■ **Task goal**: Filter the data below, keeping only lines that contain "KELLY".

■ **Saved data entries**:
····················

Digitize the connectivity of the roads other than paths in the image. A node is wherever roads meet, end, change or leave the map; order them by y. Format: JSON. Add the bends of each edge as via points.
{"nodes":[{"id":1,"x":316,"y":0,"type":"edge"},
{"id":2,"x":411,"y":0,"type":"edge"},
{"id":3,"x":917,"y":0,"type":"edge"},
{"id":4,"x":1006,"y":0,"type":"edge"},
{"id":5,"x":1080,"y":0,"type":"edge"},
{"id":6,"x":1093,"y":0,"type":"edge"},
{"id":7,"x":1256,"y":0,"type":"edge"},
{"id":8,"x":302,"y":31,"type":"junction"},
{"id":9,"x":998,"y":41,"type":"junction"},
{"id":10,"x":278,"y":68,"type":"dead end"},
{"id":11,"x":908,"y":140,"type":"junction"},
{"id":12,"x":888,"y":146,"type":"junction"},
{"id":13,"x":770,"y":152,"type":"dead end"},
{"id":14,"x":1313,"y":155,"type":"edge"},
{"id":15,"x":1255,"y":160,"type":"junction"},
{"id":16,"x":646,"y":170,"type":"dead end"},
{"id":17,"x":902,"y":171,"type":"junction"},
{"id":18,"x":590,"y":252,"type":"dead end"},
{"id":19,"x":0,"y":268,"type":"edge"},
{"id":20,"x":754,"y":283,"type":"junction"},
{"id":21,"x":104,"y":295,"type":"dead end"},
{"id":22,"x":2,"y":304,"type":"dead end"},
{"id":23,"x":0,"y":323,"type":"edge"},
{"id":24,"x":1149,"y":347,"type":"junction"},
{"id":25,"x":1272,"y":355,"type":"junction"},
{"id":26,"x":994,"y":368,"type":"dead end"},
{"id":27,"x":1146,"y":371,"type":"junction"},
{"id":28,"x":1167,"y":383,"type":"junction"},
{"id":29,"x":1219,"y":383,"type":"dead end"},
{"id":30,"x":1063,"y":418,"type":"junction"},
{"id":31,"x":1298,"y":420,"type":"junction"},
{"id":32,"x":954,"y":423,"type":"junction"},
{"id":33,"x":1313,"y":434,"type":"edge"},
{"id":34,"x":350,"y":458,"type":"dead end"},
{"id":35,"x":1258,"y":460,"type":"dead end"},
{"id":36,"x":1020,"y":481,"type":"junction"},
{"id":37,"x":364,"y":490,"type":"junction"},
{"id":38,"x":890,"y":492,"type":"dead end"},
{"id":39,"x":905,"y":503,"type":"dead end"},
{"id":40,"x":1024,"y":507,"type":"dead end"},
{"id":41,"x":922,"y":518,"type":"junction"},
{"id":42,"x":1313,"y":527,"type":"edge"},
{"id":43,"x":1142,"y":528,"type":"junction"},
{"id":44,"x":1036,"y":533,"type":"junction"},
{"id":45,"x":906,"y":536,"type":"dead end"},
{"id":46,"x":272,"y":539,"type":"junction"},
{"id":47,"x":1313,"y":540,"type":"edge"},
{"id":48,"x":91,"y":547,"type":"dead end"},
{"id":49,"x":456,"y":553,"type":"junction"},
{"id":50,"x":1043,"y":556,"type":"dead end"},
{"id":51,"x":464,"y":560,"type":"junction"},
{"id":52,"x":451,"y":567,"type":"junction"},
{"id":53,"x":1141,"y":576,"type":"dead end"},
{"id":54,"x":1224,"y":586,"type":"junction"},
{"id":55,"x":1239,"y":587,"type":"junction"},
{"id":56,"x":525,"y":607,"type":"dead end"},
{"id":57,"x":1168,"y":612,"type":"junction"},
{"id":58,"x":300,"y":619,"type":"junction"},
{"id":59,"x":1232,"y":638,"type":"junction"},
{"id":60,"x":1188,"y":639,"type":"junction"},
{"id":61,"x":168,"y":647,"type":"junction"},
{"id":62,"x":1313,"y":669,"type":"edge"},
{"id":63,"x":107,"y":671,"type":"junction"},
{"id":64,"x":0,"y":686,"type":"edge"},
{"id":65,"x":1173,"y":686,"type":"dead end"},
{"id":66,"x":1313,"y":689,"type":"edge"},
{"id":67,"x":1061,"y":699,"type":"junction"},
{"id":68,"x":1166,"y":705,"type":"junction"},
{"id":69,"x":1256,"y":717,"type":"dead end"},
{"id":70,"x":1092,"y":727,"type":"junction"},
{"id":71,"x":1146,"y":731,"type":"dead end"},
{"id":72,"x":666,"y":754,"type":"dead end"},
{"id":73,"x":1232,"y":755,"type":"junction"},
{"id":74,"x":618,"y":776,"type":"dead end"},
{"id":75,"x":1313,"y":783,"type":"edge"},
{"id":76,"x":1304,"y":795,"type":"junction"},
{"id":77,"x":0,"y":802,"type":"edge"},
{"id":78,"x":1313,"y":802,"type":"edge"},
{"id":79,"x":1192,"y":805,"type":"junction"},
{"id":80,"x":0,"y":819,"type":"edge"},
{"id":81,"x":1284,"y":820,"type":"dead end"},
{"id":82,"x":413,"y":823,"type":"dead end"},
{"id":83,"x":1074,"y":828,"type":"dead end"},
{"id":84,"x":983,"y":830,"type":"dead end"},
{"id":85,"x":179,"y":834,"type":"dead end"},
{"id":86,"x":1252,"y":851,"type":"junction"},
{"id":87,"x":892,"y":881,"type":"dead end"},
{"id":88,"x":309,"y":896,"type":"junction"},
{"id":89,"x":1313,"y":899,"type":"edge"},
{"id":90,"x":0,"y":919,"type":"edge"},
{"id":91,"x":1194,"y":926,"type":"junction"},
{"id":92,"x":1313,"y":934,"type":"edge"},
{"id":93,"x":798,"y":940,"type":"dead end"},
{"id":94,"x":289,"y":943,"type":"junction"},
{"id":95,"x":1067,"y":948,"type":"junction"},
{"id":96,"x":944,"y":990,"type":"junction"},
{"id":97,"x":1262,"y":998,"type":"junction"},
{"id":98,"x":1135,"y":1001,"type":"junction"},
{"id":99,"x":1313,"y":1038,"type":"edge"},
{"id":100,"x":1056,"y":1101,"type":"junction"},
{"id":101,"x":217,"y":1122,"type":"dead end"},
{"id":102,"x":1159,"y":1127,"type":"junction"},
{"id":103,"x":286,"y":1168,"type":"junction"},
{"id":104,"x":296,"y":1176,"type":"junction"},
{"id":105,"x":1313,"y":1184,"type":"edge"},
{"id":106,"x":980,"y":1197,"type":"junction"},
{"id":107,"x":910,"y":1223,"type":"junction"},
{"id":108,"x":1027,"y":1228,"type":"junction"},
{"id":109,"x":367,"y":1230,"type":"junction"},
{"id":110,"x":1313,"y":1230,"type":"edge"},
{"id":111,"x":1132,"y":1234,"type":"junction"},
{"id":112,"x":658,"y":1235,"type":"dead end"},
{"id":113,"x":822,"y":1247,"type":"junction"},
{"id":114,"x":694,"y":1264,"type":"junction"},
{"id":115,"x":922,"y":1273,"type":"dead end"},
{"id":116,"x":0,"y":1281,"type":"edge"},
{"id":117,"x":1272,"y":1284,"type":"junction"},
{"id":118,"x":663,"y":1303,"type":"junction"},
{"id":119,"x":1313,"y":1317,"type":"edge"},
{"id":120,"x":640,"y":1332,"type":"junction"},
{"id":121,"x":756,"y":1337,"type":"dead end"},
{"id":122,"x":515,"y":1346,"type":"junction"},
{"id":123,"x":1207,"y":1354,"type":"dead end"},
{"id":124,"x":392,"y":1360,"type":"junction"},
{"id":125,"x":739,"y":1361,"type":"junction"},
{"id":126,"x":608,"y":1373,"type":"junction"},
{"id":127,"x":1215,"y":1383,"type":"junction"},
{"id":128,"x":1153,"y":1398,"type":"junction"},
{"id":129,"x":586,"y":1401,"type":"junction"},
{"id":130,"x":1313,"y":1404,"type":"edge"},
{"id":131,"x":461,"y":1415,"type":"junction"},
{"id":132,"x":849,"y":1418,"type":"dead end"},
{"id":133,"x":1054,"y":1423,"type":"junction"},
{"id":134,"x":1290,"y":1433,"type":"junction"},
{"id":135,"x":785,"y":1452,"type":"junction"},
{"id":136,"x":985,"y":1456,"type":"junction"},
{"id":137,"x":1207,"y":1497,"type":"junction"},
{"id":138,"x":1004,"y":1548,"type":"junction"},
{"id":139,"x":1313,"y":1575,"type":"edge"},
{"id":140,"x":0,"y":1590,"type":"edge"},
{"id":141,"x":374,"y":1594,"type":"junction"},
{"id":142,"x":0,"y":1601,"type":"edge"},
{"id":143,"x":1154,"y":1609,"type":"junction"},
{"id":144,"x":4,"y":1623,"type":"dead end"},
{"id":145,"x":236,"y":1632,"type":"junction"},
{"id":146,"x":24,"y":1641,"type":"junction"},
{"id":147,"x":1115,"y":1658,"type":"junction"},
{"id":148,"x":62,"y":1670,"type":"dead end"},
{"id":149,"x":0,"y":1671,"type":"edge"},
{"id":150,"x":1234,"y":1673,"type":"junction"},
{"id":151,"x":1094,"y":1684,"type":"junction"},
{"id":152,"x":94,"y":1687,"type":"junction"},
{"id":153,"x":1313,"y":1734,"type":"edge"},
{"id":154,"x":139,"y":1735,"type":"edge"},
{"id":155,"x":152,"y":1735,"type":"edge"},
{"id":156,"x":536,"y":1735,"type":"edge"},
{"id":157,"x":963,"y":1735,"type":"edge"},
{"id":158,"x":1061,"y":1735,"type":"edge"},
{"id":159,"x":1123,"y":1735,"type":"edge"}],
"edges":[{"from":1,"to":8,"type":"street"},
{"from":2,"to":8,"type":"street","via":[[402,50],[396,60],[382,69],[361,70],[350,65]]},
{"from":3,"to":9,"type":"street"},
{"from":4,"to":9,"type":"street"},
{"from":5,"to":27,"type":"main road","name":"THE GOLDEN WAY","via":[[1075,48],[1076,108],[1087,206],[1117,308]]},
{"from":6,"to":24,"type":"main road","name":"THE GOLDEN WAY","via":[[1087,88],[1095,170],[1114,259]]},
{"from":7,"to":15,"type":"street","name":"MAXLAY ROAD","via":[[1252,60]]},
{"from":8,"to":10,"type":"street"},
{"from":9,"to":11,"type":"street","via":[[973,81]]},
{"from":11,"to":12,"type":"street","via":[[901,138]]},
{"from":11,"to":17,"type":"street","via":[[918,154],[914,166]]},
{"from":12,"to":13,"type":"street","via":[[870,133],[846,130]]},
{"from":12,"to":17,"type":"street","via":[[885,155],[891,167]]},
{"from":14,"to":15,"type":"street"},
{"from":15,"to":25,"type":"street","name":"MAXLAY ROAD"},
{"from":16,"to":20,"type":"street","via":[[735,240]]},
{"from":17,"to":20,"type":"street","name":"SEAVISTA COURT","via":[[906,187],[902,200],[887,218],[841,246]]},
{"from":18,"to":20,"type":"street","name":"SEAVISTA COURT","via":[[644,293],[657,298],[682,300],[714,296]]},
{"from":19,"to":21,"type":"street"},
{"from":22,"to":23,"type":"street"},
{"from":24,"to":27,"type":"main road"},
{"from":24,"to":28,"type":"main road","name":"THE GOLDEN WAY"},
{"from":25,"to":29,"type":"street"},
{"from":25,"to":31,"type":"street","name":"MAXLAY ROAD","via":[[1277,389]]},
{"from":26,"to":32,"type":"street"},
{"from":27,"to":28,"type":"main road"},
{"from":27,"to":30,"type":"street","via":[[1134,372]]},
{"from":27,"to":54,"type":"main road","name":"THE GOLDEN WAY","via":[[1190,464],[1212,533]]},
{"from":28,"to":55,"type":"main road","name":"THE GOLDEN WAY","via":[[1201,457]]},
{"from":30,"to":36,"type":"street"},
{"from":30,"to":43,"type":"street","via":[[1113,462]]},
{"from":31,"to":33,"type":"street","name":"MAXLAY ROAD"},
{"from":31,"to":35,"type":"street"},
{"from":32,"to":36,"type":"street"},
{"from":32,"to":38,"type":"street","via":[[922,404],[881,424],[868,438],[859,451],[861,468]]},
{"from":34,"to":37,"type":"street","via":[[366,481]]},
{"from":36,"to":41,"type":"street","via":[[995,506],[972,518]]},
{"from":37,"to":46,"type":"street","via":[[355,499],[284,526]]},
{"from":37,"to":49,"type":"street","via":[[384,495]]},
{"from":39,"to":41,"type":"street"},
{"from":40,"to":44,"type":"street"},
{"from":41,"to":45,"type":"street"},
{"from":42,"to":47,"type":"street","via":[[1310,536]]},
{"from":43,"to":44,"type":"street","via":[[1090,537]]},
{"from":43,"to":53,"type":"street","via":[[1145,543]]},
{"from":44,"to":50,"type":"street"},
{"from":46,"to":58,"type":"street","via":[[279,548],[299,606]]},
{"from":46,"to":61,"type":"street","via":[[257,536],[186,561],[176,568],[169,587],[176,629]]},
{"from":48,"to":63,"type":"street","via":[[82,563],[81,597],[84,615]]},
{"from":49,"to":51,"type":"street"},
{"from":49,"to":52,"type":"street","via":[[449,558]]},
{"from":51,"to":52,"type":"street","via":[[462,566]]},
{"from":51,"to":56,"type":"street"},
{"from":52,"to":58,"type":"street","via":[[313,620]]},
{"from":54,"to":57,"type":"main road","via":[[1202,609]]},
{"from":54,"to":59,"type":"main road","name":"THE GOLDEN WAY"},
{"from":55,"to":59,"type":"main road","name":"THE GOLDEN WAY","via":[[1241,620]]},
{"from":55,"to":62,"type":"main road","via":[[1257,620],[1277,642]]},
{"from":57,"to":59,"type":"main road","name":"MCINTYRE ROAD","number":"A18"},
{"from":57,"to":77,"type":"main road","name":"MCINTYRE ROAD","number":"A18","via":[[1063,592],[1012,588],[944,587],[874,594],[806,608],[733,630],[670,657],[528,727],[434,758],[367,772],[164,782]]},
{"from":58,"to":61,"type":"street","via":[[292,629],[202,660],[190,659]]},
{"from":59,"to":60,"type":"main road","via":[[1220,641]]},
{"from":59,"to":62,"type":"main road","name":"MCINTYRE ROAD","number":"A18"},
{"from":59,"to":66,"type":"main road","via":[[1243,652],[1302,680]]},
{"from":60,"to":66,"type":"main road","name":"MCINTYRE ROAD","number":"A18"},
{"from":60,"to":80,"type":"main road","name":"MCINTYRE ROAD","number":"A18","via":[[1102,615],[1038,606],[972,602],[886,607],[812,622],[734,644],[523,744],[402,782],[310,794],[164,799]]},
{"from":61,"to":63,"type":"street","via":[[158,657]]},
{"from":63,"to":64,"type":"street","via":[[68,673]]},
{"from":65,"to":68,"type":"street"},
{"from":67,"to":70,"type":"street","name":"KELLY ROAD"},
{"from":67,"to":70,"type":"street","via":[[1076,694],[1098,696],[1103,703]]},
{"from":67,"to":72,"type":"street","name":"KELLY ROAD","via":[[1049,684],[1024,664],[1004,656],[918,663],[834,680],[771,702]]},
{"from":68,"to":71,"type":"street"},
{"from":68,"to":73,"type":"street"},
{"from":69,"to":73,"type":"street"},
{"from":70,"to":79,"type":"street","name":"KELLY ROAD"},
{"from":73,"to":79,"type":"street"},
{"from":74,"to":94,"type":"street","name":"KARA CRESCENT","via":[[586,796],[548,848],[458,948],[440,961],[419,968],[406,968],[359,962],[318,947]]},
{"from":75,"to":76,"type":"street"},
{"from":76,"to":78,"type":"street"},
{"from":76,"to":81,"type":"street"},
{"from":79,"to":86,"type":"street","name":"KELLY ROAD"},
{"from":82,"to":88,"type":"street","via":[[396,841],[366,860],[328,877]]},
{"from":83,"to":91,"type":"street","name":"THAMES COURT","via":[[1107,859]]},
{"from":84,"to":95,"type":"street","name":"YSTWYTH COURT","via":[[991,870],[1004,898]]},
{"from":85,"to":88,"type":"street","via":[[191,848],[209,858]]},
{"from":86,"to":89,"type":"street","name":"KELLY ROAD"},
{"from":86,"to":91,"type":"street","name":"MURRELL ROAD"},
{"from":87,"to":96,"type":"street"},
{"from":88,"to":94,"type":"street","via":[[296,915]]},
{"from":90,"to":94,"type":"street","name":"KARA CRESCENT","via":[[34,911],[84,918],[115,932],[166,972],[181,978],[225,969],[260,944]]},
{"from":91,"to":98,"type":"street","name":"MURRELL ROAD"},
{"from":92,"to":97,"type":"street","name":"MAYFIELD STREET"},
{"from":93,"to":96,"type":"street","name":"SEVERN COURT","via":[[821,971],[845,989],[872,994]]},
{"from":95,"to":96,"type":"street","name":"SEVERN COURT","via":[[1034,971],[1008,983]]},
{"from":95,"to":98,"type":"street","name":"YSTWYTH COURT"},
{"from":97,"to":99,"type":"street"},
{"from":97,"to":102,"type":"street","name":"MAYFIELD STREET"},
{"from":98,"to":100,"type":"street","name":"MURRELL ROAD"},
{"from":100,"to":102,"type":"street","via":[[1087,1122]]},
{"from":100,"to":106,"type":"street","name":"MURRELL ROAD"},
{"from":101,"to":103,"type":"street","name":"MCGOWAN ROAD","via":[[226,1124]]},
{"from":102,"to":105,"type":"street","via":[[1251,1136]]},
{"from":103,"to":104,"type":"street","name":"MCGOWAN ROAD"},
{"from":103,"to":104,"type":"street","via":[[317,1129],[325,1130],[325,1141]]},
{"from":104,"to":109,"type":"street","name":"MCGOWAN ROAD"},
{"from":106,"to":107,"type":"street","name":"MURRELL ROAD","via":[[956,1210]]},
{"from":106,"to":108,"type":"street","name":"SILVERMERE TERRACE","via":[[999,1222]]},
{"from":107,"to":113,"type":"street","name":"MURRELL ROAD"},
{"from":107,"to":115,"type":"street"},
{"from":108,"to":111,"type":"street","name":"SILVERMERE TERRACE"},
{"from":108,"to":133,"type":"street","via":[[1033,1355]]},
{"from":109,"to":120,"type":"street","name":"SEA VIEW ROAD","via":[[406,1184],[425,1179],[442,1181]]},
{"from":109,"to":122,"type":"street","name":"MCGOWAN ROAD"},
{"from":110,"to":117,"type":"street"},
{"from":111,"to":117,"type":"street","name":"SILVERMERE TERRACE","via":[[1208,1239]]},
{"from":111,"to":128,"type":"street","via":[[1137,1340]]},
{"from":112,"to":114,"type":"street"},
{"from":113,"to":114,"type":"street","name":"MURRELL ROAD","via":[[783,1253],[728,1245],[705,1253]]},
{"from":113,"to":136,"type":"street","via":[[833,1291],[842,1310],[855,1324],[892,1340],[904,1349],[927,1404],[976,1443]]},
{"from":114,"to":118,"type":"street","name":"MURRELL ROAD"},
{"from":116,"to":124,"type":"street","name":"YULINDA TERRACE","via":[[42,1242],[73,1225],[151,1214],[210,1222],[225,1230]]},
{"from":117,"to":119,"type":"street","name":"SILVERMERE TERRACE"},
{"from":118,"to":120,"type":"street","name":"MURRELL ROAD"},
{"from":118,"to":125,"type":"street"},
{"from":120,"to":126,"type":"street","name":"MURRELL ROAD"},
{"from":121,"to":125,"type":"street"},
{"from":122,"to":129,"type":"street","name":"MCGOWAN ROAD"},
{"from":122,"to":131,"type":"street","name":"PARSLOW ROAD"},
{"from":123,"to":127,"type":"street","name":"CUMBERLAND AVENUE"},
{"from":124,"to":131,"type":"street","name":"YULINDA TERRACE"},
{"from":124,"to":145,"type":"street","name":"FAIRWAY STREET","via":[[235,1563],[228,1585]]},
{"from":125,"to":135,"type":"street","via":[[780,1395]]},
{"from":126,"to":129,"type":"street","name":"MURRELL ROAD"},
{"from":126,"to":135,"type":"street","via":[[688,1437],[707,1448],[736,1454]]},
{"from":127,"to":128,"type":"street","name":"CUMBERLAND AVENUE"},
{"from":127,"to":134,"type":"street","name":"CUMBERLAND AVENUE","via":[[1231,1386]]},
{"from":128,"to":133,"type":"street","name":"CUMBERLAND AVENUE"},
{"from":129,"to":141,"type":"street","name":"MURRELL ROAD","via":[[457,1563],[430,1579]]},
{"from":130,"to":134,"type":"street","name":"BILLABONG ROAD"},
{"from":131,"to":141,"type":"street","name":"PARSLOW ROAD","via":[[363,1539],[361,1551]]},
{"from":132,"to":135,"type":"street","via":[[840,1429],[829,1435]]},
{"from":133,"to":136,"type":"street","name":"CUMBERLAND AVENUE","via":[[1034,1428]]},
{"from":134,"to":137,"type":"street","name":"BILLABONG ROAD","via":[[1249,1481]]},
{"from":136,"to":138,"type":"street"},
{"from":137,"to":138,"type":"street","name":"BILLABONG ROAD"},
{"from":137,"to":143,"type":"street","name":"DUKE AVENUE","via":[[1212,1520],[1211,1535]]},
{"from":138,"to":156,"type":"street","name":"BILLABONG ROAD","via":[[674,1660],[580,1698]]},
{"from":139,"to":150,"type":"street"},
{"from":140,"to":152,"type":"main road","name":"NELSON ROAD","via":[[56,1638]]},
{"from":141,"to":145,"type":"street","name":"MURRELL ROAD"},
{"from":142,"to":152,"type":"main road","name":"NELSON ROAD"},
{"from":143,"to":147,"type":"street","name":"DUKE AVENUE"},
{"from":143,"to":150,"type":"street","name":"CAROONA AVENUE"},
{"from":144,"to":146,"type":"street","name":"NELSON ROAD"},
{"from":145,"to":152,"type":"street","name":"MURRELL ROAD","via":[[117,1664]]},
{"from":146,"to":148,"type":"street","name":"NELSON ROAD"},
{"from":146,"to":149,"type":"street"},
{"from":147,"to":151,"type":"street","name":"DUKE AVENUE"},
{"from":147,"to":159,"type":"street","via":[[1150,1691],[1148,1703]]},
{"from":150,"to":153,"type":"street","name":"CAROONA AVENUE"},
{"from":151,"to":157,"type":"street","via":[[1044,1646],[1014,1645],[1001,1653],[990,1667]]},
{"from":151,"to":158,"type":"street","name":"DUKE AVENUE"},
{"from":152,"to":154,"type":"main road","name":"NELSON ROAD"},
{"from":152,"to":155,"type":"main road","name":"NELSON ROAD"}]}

····················

■ **Task output**:
{"from":67,"to":70,"type":"street","name":"KELLY ROAD"},
{"from":67,"to":72,"type":"street","name":"KELLY ROAD","via":[[1049,684],[1024,664],[1004,656],[918,663],[834,680],[771,702]]},
{"from":70,"to":79,"type":"street","name":"KELLY ROAD"},
{"from":79,"to":86,"type":"street","name":"KELLY ROAD"},
{"from":86,"to":89,"type":"street","name":"KELLY ROAD"},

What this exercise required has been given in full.